There are 21 films in the main competition and dozens more vying
for other prizes and screening out of competition. Here are a
handful of the most hotly anticipated:
Everybody Knows (Todos lo Saben)
The festival opens with this Spanish-language family drama
starring Penelope Cruz and Javier Bardem. The writer-director is
the Iranian Asghar Farhadi who won foreign language Oscars for
"A Separation" and "The Salesman", taut character-driven realist
movies that explore the divisions imposed by social class and
national boundaries. "Everybody Knows" is competing for the
Palme d'Or.
The House That Jack Built
Danish provocateur Lars von Trier returns after being ejected
from the festival in 2011 for telling a news conference he was a
Nazi who sympathized with Adolf Hitler - comments he later said
were taken out of context.
Matt Dillon stars as a serial killer of women. "We experience
the story from Jack's point of view, while he postulates each
murder as an artwork in itself," according to notes in the
festival's program.
Hollywood Reporter critic Roxborough said the film, screening
out of competition, is one of his top-three must-sees, calling
it: "a movie that could almost be seen as an answer to the MeToo
movement, in a really nasty way".
[to top of second column] |
BlacKkKlansman
Spike Lee returns to Cannes almost 30 years after "Do the Right
Thing" was tipped for, but failed to get, the Palme d'Or. ("He said
he was robbed, I agree with him," said Roxborough.)
"BlacKkKlansman", the true story of an African-American police
officer who infiltrates the Ku Klux Klan, stars John David
Washington (son of Denzel) and Adam Driver.
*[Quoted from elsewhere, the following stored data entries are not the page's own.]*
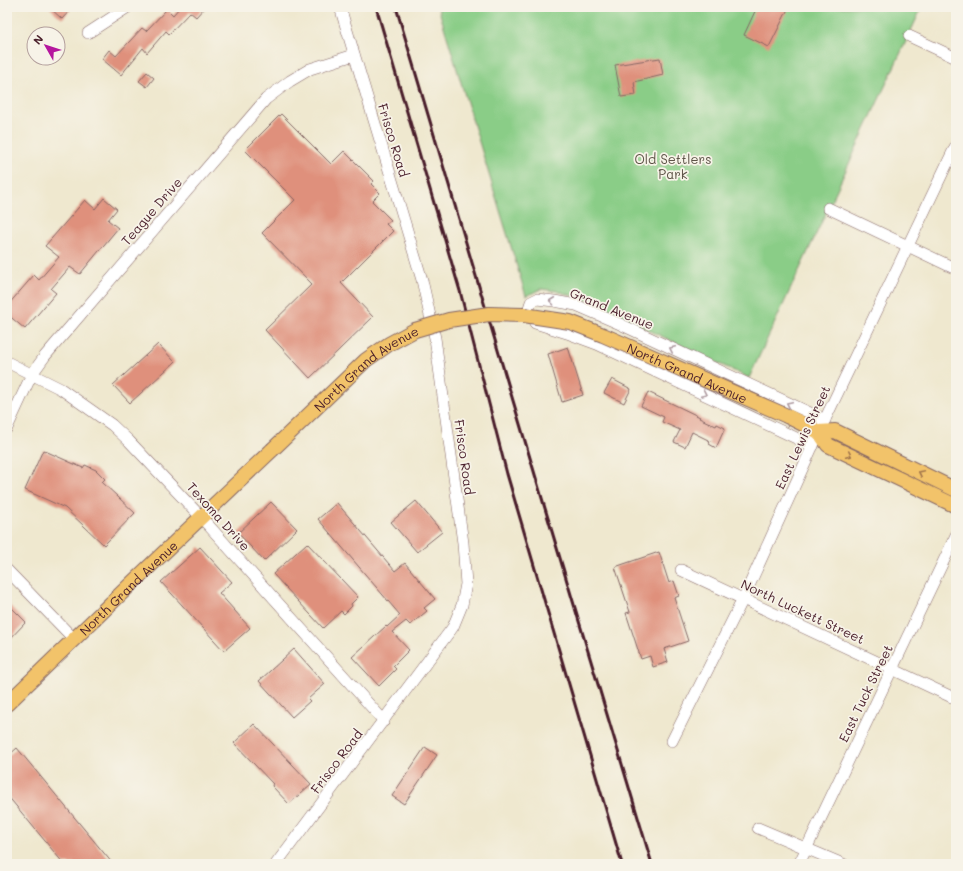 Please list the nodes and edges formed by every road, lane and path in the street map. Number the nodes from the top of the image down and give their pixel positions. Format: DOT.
graph roads {
  1 [pos="128,7"];
  2 [pos="340,7"];
  3 [pos="88,33"];
  4 [pos="909,36"];
  5 [pos="354,55"];
  6 [pos="956,58"];
  7 [pos="956,145"];
  8 [pos="828,208"];
  9 [pos="908,246"];
  10 [pos="956,269"];
  11 [pos="7,362"];
  12 [pos="32,374"];
  13 [pos="822,426"];
  14 [pos="7,428"];
  15 [pos="813,446"];
  16 [pos="956,490"];
  17 [pos="956,506"];
  18 [pos="201,517"];
  19 [pos="956,535"];
  20 [pos="7,570"];
  21 [pos="682,570"];
  22 [pos="743,599"];
  23 [pos="74,639"];
  24 [pos="892,669"];
  25 [pos="956,699"];
  26 [pos="7,704"];
  27 [pos="384,721"];
  28 [pos="672,741"];
  29 [pos="758,828"];
  30 [pos="806,848"];
  31 [pos="276,864"];
  32 [pos="799,864"];
  33 [pos="842,864"];
  1 -- 3 [label="street"];
  2 -- 5 [label="street, Frisco Road"];
  4 -- 6 [label="street"];
  5 -- 12 [label="street, Teague Drive"];
  5 -- 27 [label="street, Frisco Road"];
  7 -- 9 [label="street, East Lewis Street"];
  8 -- 9 [label="street"];
  9 -- 10 [label="street"];
  9 -- 13 [label="street, East Lewis Street"];
  11 -- 12 [label="street, Texoma Drive"];
  12 -- 14 [label="street, Teague Drive"];
  12 -- 18 [label="street, Texoma Drive"];
  13 -- 15 [label="street, East Lewis Street"];
  13 -- 15 [label="street, Grand Avenue, one-way"];
  16 -- 13 [label="main road, North Grand Avenue, one-way"];
  13 -- 17 [label="main road, North Grand Avenue, one-way"];
  13 -- 18 [label="main road, North Grand Avenue, bridge"];
  15 -- 22 [label="street, East Lewis Street"];
  18 -- 23 [label="main road, North Grand Avenue"];
  18 -- 27 [label="street, Texoma Drive"];
  19 -- 24 [label="street, East Tuck Street"];
  20 -- 23 [label="street"];
  21 -- 22 [label="street, North Luckett Street"];
  22 -- 24 [label="street, North Luckett Street"];
  22 -- 28 [label="street, East Lewis Street"];
  23 -- 26 [label="main road, North Grand Avenue"];
  24 -- 25 [label="street, North Luckett Street"];
  24 -- 30 [label="street, East Tuck Street"];
  27 -- 31 [label="street, Frisco Road"];
  29 -- 30 [label="street"];
  30 -- 32 [label="street, East Tuck Street"];
  30 -- 33 [label="street"];
}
Lee says the story, set in the 1970s, is more relevant than ever in
President Donald Trump's America.
"Agent Orange refused to repudiate the Klan, the alt-right and the
Nazis," he told Hollywood Reporter.
"'There's good people on both sides.' That's going to be on his
gravestone."
In competition for the Palme d'Or, "BlacKkKlansman" will open in
U.S. cinemas on Aug. 10, one day before the anniversary of the
far-right rally in Charlottesville, Virginia where counter-protester
Heather Heyer was killed by a car driven into the crowd.
The Man who Killed Don Quixote
Terry Gilliam's two-decade struggle to make this film has entered
movie folklore. An initial version, starring Johnny Depp and Vanessa
Paradis, was dumped after a series of calamities meant shooting had
to stop.
Finally finished, it remains to be seen if this version, with
"Brazil" star Jonathan Pryce as the Spanish knight who tilts at
windmills, can be shown at Cannes due to a last-minute legal
challenge from a movie producer who says he has the rights over it.
"It's taken him so long to make this movie I think we all owe it to
the man to go and check it out," said Roxborough of the film that
should, but may not, close the festival, out of competition, on May
19.
A Paris court on Monday heard an application for an injunction on
showing the film, but will not rule until Wednesday.
Leto (The Summer)/ 3 Faces
Two films in the main competition will screen without the presence
of their directors - both prevented from traveling by national
authorities in their home countries.
Leto, about the Leningrad rock music scene in the latter years of
the Soviet Union, is directed by Kirill Serebrennikov who is under
house arrest pending a fraud case his supporters say is part of a
government crackdown on artistic freedoms.
Iranian director Jafar Panahi was arrested in 2010 and banned from
making films, but has continued to work, to international acclaim.
Like his 2015 film "Taxi", "3 Faces" features Panahi playing himself
on screen.
The Cannes Film Festival runs from May 8 to May 19.